*** Source material Section Begins ***
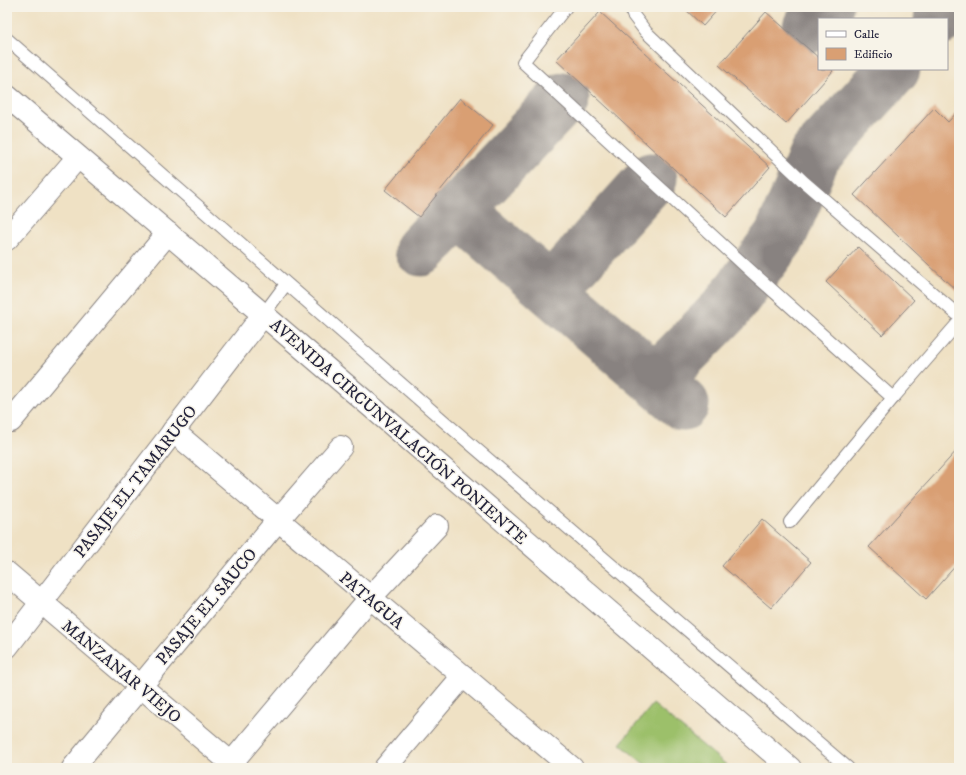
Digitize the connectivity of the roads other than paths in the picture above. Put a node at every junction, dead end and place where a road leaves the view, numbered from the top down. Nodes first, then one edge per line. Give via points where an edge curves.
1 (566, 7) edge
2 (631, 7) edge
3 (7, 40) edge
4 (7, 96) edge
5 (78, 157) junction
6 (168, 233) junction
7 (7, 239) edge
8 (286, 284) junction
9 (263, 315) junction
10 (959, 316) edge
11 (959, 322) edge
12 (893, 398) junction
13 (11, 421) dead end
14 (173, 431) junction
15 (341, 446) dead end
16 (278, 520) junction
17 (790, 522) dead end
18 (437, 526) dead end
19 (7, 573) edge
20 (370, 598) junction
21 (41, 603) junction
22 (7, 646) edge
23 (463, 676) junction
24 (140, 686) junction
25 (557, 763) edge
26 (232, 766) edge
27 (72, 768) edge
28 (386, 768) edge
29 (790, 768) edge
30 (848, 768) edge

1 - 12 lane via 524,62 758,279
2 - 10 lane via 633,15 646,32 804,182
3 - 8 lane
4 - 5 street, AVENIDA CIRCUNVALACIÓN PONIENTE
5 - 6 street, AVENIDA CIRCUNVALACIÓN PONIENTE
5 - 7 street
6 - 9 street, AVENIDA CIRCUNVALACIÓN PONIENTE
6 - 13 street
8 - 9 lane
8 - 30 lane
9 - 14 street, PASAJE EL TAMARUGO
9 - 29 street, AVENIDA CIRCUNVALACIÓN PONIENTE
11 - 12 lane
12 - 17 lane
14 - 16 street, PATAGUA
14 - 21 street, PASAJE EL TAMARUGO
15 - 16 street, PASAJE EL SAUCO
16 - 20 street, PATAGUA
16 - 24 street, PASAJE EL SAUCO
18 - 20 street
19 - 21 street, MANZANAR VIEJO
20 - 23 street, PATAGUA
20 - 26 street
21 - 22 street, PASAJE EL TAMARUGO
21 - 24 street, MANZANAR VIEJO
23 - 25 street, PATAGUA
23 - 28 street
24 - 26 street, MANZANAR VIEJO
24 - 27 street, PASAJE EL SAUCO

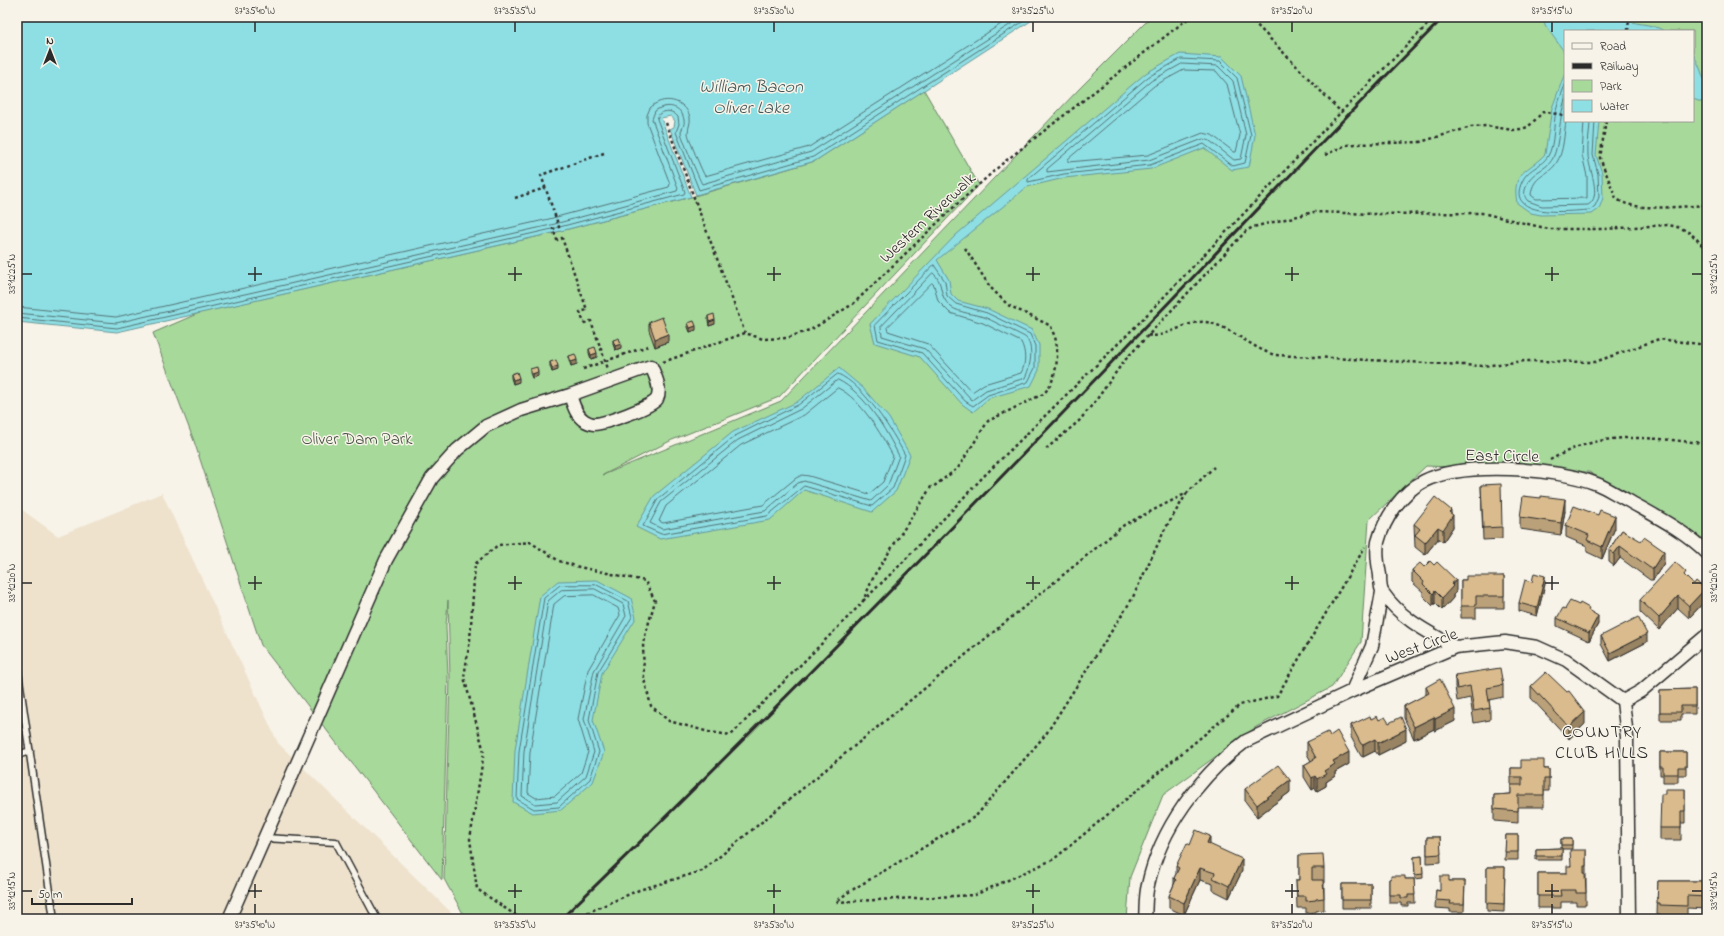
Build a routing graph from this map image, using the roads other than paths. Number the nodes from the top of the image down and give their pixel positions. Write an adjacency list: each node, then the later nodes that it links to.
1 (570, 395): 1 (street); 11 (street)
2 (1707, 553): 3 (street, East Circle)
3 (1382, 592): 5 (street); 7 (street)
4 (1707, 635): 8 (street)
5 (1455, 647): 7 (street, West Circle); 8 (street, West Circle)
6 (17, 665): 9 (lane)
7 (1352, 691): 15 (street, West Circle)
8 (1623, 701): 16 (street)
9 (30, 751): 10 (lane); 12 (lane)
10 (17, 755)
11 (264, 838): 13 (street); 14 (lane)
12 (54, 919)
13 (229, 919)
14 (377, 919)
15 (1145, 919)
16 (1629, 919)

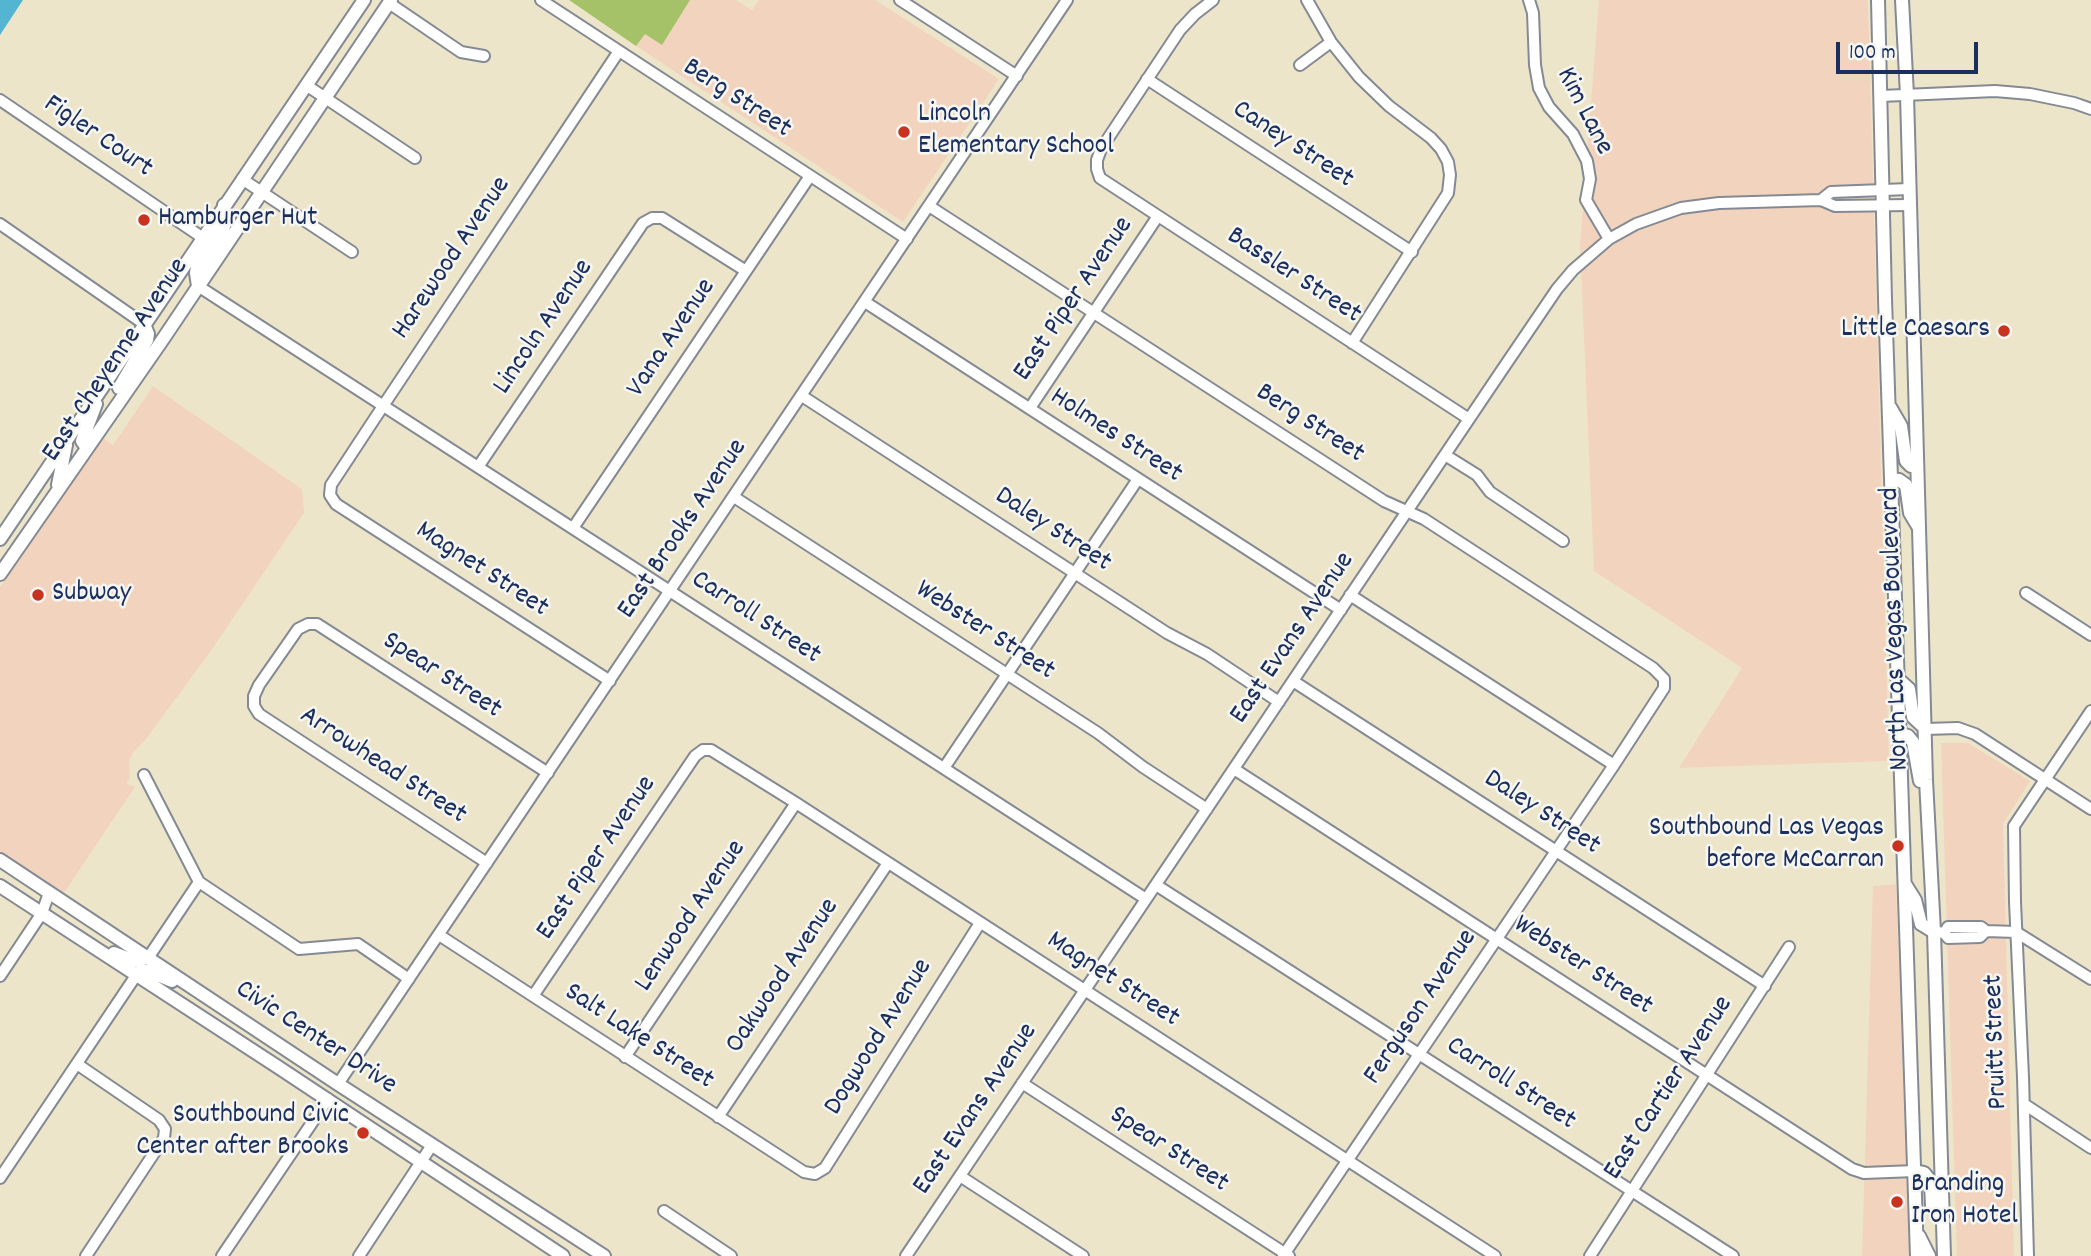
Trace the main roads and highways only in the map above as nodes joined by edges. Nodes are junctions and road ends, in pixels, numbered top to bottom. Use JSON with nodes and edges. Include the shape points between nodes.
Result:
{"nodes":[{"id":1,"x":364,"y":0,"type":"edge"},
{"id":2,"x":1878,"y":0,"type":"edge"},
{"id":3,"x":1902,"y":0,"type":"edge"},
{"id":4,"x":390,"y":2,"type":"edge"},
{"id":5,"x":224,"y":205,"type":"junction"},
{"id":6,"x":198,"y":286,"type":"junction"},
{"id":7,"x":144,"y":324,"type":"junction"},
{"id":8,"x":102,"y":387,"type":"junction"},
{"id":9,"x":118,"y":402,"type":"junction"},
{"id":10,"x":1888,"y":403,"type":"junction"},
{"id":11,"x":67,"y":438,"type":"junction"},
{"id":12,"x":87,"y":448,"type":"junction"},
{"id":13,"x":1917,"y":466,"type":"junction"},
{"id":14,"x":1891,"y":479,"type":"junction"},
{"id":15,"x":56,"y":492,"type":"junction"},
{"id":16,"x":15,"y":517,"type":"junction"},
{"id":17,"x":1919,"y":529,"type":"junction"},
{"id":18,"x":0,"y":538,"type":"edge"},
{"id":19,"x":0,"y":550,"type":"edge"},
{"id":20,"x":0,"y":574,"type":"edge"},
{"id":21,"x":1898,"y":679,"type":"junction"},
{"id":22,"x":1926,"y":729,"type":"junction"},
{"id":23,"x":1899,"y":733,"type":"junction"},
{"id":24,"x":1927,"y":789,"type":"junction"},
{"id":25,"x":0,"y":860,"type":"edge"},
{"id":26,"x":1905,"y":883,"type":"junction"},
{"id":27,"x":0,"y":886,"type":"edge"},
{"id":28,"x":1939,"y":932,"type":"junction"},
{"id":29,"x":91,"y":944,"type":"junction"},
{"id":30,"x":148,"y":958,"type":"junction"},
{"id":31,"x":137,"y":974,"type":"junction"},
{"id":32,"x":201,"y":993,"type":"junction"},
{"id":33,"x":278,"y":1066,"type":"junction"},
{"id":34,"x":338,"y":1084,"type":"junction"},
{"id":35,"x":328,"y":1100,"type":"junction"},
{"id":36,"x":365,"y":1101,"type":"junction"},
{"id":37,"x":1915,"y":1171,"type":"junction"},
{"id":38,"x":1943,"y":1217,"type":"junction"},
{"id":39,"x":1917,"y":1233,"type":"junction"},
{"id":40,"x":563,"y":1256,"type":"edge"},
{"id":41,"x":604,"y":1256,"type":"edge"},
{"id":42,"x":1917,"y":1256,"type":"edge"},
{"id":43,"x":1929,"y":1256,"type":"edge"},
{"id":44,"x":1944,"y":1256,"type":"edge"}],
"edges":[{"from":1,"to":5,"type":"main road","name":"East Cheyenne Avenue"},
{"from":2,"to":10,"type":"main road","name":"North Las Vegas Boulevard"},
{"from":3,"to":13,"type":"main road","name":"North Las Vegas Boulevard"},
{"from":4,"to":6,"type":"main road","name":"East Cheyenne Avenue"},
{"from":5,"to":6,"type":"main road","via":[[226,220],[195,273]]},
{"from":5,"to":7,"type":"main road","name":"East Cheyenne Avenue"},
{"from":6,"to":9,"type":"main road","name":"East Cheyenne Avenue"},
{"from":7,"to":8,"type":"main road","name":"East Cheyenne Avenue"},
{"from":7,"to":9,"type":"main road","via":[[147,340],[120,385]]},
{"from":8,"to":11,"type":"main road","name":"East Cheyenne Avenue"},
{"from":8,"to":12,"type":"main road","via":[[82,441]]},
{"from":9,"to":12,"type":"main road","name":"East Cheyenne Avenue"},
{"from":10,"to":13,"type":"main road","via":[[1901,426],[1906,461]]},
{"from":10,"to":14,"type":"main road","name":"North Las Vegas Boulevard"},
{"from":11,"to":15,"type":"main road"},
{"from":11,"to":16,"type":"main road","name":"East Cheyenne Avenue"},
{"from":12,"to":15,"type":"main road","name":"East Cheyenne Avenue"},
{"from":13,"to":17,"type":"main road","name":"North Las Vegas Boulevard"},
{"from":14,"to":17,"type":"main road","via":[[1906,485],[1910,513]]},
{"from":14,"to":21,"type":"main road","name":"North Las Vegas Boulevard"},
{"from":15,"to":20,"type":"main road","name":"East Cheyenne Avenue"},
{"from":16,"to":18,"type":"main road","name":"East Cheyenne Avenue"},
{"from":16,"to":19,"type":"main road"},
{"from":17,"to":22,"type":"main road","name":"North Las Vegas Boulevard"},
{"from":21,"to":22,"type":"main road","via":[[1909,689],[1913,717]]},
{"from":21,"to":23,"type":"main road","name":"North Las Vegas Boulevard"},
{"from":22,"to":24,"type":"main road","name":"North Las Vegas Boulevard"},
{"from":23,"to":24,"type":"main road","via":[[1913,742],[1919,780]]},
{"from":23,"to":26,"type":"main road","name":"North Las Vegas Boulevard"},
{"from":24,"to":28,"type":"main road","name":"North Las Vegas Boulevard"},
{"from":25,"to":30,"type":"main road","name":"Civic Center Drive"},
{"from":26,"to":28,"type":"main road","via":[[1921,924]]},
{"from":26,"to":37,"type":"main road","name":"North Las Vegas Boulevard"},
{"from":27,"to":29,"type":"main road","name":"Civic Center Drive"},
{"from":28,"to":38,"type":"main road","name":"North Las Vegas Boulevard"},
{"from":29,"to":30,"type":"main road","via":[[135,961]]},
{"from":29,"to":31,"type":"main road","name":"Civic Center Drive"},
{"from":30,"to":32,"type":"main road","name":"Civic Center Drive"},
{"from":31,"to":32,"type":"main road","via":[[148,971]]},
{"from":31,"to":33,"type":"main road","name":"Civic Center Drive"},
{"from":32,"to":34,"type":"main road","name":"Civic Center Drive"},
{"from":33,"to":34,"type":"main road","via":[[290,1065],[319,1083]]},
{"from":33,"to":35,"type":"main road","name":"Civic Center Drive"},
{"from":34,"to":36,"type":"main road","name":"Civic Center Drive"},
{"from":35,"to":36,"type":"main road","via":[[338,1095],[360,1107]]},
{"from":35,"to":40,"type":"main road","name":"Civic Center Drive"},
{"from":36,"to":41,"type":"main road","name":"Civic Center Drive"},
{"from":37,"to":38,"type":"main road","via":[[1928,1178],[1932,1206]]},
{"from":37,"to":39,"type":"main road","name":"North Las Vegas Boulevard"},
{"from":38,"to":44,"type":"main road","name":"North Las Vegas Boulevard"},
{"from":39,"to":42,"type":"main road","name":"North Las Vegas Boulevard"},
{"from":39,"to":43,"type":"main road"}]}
*** Source material Section Ends ***
What the task asks → Copy out every line of the data in which the word "lane" is found.

Exercise output →
1 - 12 lane via 524,62 758,279
2 - 10 lane via 633,15 646,32 804,182
3 - 8 lane
8 - 9 lane
8 - 30 lane
11 - 12 lane
12 - 17 lane
6 (17, 665): 9 (lane)
9 (30, 751): 10 (lane); 12 (lane)
11 (264, 838): 13 (street); 14 (lane)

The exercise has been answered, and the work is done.